- **TASK OBJECTIVE**
Reproduce each entry below in full, exactly as it was given.

- **TASK INPUTS**
····················

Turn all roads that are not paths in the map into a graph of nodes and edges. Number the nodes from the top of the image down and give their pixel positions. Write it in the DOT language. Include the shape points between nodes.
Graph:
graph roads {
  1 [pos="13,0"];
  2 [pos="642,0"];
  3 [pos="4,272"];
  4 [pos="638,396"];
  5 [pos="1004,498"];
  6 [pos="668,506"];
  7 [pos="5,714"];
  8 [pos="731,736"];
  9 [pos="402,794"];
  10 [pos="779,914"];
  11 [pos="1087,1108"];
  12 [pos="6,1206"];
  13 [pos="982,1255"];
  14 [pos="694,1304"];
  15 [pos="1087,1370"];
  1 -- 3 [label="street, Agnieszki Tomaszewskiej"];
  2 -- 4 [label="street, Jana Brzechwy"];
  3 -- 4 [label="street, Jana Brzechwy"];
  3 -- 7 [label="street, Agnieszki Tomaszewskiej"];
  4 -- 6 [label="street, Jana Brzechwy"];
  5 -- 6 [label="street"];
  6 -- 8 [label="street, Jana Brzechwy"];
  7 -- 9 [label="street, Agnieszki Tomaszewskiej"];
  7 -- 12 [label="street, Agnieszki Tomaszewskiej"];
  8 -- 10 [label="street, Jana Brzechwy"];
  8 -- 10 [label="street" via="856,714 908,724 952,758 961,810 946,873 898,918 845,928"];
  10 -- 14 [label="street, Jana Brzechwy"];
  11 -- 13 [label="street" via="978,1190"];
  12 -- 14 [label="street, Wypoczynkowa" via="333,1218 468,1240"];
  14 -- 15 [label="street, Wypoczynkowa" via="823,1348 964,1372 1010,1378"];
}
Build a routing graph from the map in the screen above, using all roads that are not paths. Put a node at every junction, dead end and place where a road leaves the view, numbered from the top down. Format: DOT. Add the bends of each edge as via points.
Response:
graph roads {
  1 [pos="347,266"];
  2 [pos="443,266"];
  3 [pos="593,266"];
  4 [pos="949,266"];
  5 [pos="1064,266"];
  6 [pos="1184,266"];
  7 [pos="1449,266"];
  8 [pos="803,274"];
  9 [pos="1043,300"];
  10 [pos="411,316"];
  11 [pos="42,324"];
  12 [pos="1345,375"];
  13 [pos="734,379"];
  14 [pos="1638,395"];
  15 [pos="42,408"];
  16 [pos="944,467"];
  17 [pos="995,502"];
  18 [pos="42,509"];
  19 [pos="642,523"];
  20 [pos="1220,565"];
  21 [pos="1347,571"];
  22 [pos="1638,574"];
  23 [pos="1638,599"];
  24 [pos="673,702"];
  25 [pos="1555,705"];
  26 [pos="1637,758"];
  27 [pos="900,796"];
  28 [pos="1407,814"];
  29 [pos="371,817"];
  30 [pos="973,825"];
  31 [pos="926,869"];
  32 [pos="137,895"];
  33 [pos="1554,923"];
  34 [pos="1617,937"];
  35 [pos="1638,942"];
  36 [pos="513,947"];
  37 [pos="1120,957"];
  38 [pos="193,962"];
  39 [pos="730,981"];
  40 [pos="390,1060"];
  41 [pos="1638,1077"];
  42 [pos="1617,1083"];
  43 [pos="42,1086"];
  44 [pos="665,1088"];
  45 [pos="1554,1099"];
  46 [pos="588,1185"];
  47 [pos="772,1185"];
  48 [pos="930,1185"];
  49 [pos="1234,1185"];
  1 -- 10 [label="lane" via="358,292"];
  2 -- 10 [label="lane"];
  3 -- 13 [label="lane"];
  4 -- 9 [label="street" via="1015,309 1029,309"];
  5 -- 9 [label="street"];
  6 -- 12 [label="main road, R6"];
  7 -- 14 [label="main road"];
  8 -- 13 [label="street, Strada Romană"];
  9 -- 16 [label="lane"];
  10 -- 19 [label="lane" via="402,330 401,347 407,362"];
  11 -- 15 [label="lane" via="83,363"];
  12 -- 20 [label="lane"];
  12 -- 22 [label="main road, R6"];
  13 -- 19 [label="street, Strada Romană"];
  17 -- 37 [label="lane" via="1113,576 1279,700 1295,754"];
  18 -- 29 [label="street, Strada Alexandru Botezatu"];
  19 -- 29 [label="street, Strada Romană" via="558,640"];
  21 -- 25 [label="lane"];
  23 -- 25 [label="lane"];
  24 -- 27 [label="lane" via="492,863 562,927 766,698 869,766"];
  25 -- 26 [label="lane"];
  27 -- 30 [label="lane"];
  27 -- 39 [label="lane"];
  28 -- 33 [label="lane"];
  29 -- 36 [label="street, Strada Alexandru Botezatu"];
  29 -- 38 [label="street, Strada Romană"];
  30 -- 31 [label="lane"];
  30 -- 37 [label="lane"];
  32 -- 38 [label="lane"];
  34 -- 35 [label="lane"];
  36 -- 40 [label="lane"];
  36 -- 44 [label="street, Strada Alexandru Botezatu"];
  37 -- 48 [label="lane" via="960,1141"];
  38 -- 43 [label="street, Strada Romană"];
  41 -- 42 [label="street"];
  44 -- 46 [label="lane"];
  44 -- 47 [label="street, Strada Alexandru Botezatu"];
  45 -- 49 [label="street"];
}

····················

- **ANSWER BELOW**
Turn all roads that are not paths in the map into a graph of nodes and edges. Number the nodes from the top of the image down and give their pixel positions. Write it in the DOT language. Include the shape points between nodes.
Graph:
graph roads {
  1 [pos="13,0"];
  2 [pos="642,0"];
  3 [pos="4,272"];
  4 [pos="638,396"];
  5 [pos="1004,498"];
  6 [pos="668,506"];
  7 [pos="5,714"];
  8 [pos="731,736"];
  9 [pos="402,794"];
  10 [pos="779,914"];
  11 [pos="1087,1108"];
  12 [pos="6,1206"];
  13 [pos="982,1255"];
  14 [pos="694,1304"];
  15 [pos="1087,1370"];
  1 -- 3 [label="street, Agnieszki Tomaszewskiej"];
  2 -- 4 [label="street, Jana Brzechwy"];
  3 -- 4 [label="street, Jana Brzechwy"];
  3 -- 7 [label="street, Agnieszki Tomaszewskiej"];
  4 -- 6 [label="street, Jana Brzechwy"];
  5 -- 6 [label="street"];
  6 -- 8 [label="street, Jana Brzechwy"];
  7 -- 9 [label="street, Agnieszki Tomaszewskiej"];
  7 -- 12 [label="street, Agnieszki Tomaszewskiej"];
  8 -- 10 [label="street, Jana Brzechwy"];
  8 -- 10 [label="street" via="856,714 908,724 952,758 961,810 946,873 898,918 845,928"];
  10 -- 14 [label="street, Jana Brzechwy"];
  11 -- 13 [label="street" via="978,1190"];
  12 -- 14 [label="street, Wypoczynkowa" via="333,1218 468,1240"];
  14 -- 15 [label="street, Wypoczynkowa" via="823,1348 964,1372 1010,1378"];
}
Build a routing graph from the map in the screen above, using all roads that are not paths. Put a node at every junction, dead end and place where a road leaves the view, numbered from the top down. Format: DOT. Add the bends of each edge as via points.
Response:
graph roads {
  1 [pos="347,266"];
  2 [pos="443,266"];
  3 [pos="593,266"];
  4 [pos="949,266"];
  5 [pos="1064,266"];
  6 [pos="1184,266"];
  7 [pos="1449,266"];
  8 [pos="803,274"];
  9 [pos="1043,300"];
  10 [pos="411,316"];
  11 [pos="42,324"];
  12 [pos="1345,375"];
  13 [pos="734,379"];
  14 [pos="1638,395"];
  15 [pos="42,408"];
  16 [pos="944,467"];
  17 [pos="995,502"];
  18 [pos="42,509"];
  19 [pos="642,523"];
  20 [pos="1220,565"];
  21 [pos="1347,571"];
  22 [pos="1638,574"];
  23 [pos="1638,599"];
  24 [pos="673,702"];
  25 [pos="1555,705"];
  26 [pos="1637,758"];
  27 [pos="900,796"];
  28 [pos="1407,814"];
  29 [pos="371,817"];
  30 [pos="973,825"];
  31 [pos="926,869"];
  32 [pos="137,895"];
  33 [pos="1554,923"];
  34 [pos="1617,937"];
  35 [pos="1638,942"];
  36 [pos="513,947"];
  37 [pos="1120,957"];
  38 [pos="193,962"];
  39 [pos="730,981"];
  40 [pos="390,1060"];
  41 [pos="1638,1077"];
  42 [pos="1617,1083"];
  43 [pos="42,1086"];
  44 [pos="665,1088"];
  45 [pos="1554,1099"];
  46 [pos="588,1185"];
  47 [pos="772,1185"];
  48 [pos="930,1185"];
  49 [pos="1234,1185"];
  1 -- 10 [label="lane" via="358,292"];
  2 -- 10 [label="lane"];
  3 -- 13 [label="lane"];
  4 -- 9 [label="street" via="1015,309 1029,309"];
  5 -- 9 [label="street"];
  6 -- 12 [label="main road, R6"];
  7 -- 14 [label="main road"];
  8 -- 13 [label="street, Strada Romană"];
  9 -- 16 [label="lane"];
  10 -- 19 [label="lane" via="402,330 401,347 407,362"];
  11 -- 15 [label="lane" via="83,363"];
  12 -- 20 [label="lane"];
  12 -- 22 [label="main road, R6"];
  13 -- 19 [label="street, Strada Romană"];
  17 -- 37 [label="lane" via="1113,576 1279,700 1295,754"];
  18 -- 29 [label="street, Strada Alexandru Botezatu"];
  19 -- 29 [label="street, Strada Romană" via="558,640"];
  21 -- 25 [label="lane"];
  23 -- 25 [label="lane"];
  24 -- 27 [label="lane" via="492,863 562,927 766,698 869,766"];
  25 -- 26 [label="lane"];
  27 -- 30 [label="lane"];
  27 -- 39 [label="lane"];
  28 -- 33 [label="lane"];
  29 -- 36 [label="street, Strada Alexandru Botezatu"];
  29 -- 38 [label="street, Strada Romană"];
  30 -- 31 [label="lane"];
  30 -- 37 [label="lane"];
  32 -- 38 [label="lane"];
  34 -- 35 [label="lane"];
  36 -- 40 [label="lane"];
  36 -- 44 [label="street, Strada Alexandru Botezatu"];
  37 -- 48 [label="lane" via="960,1141"];
  38 -- 43 [label="street, Strada Romană"];
  41 -- 42 [label="street"];
  44 -- 46 [label="lane"];
  44 -- 47 [label="street, Strada Alexandru Botezatu"];
  45 -- 49 [label="street"];
}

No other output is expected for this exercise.